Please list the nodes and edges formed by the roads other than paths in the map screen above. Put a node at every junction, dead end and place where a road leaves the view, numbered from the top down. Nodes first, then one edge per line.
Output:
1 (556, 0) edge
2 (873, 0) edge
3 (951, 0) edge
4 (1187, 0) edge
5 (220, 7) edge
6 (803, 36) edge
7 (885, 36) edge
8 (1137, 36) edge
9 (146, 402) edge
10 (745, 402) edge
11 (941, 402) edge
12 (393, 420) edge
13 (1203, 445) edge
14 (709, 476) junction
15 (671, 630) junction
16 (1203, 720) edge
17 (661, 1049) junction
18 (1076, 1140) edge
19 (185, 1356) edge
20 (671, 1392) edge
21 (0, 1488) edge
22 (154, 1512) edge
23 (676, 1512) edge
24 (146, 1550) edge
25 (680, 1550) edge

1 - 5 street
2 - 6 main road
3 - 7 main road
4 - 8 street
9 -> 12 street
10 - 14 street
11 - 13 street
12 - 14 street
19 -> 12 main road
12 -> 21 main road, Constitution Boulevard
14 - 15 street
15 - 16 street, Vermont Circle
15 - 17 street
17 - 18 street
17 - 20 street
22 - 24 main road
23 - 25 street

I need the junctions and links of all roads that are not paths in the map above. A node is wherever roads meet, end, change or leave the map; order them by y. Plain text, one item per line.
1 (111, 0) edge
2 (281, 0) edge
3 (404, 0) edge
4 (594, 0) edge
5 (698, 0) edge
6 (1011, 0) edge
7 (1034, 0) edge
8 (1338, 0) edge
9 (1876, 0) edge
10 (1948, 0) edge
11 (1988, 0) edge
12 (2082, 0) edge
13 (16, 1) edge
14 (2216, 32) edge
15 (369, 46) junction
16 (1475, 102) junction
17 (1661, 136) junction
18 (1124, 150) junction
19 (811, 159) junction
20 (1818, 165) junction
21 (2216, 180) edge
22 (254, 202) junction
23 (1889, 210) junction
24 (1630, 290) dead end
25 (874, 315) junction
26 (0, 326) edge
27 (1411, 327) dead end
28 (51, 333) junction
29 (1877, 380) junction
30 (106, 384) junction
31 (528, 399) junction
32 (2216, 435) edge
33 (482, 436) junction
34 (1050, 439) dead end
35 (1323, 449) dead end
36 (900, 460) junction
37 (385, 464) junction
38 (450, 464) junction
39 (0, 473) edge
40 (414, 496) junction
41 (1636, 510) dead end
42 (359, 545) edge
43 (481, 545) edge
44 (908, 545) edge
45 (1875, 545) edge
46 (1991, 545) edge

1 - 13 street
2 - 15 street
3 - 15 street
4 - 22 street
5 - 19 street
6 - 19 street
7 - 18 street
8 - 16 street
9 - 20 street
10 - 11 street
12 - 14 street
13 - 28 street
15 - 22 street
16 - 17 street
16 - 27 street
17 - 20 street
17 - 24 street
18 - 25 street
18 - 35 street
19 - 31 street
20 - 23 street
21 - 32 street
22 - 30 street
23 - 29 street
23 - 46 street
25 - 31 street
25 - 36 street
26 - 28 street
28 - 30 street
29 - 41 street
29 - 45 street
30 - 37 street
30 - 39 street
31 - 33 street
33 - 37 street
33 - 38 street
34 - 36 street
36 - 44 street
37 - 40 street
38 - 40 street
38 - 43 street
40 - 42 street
########################################
TRY IT: Every line of the records containing the word "above" must appear in the answer.

EXERCISE OUTPUT:
Please list the nodes and edges formed by the roads other than paths in the map screen above. Put a node at every junction, dead end and place where a road leaves the view, numbered from the top down. Nodes first, then one edge per line.
I need the junctions and links of all roads that are not paths in the map above. A node is wherever roads meet, end, change or leave the map; order them by y. Plain text, one item per line.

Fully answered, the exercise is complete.